* ABOUT THIS EXERCISE *
Exactly as given, write out all the entries again.

* INFORMATION SUPPLIED *
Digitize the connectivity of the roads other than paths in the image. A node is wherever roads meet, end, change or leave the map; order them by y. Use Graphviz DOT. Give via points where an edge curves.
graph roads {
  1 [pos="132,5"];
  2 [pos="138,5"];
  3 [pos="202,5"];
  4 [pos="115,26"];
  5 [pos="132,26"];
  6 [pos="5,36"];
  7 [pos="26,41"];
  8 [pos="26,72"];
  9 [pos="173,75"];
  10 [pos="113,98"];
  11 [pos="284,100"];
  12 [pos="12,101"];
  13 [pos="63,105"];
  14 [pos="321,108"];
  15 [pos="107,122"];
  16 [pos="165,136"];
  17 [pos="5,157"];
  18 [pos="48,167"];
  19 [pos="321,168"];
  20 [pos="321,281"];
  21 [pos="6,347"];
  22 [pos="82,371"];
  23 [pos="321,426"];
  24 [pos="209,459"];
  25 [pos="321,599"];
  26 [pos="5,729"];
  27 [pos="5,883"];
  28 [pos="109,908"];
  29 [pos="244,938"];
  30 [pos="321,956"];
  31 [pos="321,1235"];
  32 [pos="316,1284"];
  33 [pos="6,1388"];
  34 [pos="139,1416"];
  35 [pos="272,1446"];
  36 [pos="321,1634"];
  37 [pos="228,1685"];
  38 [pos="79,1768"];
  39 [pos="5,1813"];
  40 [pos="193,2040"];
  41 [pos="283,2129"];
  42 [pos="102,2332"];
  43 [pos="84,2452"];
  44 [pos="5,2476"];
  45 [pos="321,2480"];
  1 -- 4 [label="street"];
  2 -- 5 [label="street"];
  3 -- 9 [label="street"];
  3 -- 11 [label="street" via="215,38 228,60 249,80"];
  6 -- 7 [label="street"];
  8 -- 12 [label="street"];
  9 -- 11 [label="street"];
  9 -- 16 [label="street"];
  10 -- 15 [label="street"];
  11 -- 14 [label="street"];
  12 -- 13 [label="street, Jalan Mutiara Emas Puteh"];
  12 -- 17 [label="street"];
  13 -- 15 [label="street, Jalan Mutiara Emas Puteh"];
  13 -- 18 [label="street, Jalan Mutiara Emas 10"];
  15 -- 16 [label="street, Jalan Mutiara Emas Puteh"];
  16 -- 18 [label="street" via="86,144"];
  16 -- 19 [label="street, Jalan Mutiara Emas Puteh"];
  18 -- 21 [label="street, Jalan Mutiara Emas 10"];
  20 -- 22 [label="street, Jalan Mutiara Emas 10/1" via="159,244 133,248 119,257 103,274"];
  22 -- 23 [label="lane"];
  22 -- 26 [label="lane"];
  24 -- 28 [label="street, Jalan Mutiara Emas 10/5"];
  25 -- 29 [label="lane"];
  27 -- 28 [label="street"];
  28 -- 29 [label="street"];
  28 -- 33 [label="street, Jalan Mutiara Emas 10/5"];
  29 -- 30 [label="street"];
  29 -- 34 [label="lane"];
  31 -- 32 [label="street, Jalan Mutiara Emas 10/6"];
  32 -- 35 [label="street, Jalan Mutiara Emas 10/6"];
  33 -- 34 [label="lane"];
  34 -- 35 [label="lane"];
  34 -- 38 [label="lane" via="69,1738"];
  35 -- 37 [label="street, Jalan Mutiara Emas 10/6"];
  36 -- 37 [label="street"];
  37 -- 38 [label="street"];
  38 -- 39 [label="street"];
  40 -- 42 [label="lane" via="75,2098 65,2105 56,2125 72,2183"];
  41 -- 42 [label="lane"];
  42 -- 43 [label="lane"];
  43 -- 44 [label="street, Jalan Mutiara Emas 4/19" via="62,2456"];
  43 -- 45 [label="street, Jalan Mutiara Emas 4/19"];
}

* RESULT *
Digitize the connectivity of the roads other than paths in the image. A node is wherever roads meet, end, change or leave the map; order them by y. Use Graphviz DOT. Give via points where an edge curves.
graph roads {
  1 [pos="132,5"];
  2 [pos="138,5"];
  3 [pos="202,5"];
  4 [pos="115,26"];
  5 [pos="132,26"];
  6 [pos="5,36"];
  7 [pos="26,41"];
  8 [pos="26,72"];
  9 [pos="173,75"];
  10 [pos="113,98"];
  11 [pos="284,100"];
  12 [pos="12,101"];
  13 [pos="63,105"];
  14 [pos="321,108"];
  15 [pos="107,122"];
  16 [pos="165,136"];
  17 [pos="5,157"];
  18 [pos="48,167"];
  19 [pos="321,168"];
  20 [pos="321,281"];
  21 [pos="6,347"];
  22 [pos="82,371"];
  23 [pos="321,426"];
  24 [pos="209,459"];
  25 [pos="321,599"];
  26 [pos="5,729"];
  27 [pos="5,883"];
  28 [pos="109,908"];
  29 [pos="244,938"];
  30 [pos="321,956"];
  31 [pos="321,1235"];
  32 [pos="316,1284"];
  33 [pos="6,1388"];
  34 [pos="139,1416"];
  35 [pos="272,1446"];
  36 [pos="321,1634"];
  37 [pos="228,1685"];
  38 [pos="79,1768"];
  39 [pos="5,1813"];
  40 [pos="193,2040"];
  41 [pos="283,2129"];
  42 [pos="102,2332"];
  43 [pos="84,2452"];
  44 [pos="5,2476"];
  45 [pos="321,2480"];
  1 -- 4 [label="street"];
  2 -- 5 [label="street"];
  3 -- 9 [label="street"];
  3 -- 11 [label="street" via="215,38 228,60 249,80"];
  6 -- 7 [label="street"];
  8 -- 12 [label="street"];
  9 -- 11 [label="street"];
  9 -- 16 [label="street"];
  10 -- 15 [label="street"];
  11 -- 14 [label="street"];
  12 -- 13 [label="street, Jalan Mutiara Emas Puteh"];
  12 -- 17 [label="street"];
  13 -- 15 [label="street, Jalan Mutiara Emas Puteh"];
  13 -- 18 [label="street, Jalan Mutiara Emas 10"];
  15 -- 16 [label="street, Jalan Mutiara Emas Puteh"];
  16 -- 18 [label="street" via="86,144"];
  16 -- 19 [label="street, Jalan Mutiara Emas Puteh"];
  18 -- 21 [label="street, Jalan Mutiara Emas 10"];
  20 -- 22 [label="street, Jalan Mutiara Emas 10/1" via="159,244 133,248 119,257 103,274"];
  22 -- 23 [label="lane"];
  22 -- 26 [label="lane"];
  24 -- 28 [label="street, Jalan Mutiara Emas 10/5"];
  25 -- 29 [label="lane"];
  27 -- 28 [label="street"];
  28 -- 29 [label="street"];
  28 -- 33 [label="street, Jalan Mutiara Emas 10/5"];
  29 -- 30 [label="street"];
  29 -- 34 [label="lane"];
  31 -- 32 [label="street, Jalan Mutiara Emas 10/6"];
  32 -- 35 [label="street, Jalan Mutiara Emas 10/6"];
  33 -- 34 [label="lane"];
  34 -- 35 [label="lane"];
  34 -- 38 [label="lane" via="69,1738"];
  35 -- 37 [label="street, Jalan Mutiara Emas 10/6"];
  36 -- 37 [label="street"];
  37 -- 38 [label="street"];
  38 -- 39 [label="street"];
  40 -- 42 [label="lane" via="75,2098 65,2105 56,2125 72,2183"];
  41 -- 42 [label="lane"];
  42 -- 43 [label="lane"];
  43 -- 44 [label="street, Jalan Mutiara Emas 4/19" via="62,2456"];
  43 -- 45 [label="street, Jalan Mutiara Emas 4/19"];
}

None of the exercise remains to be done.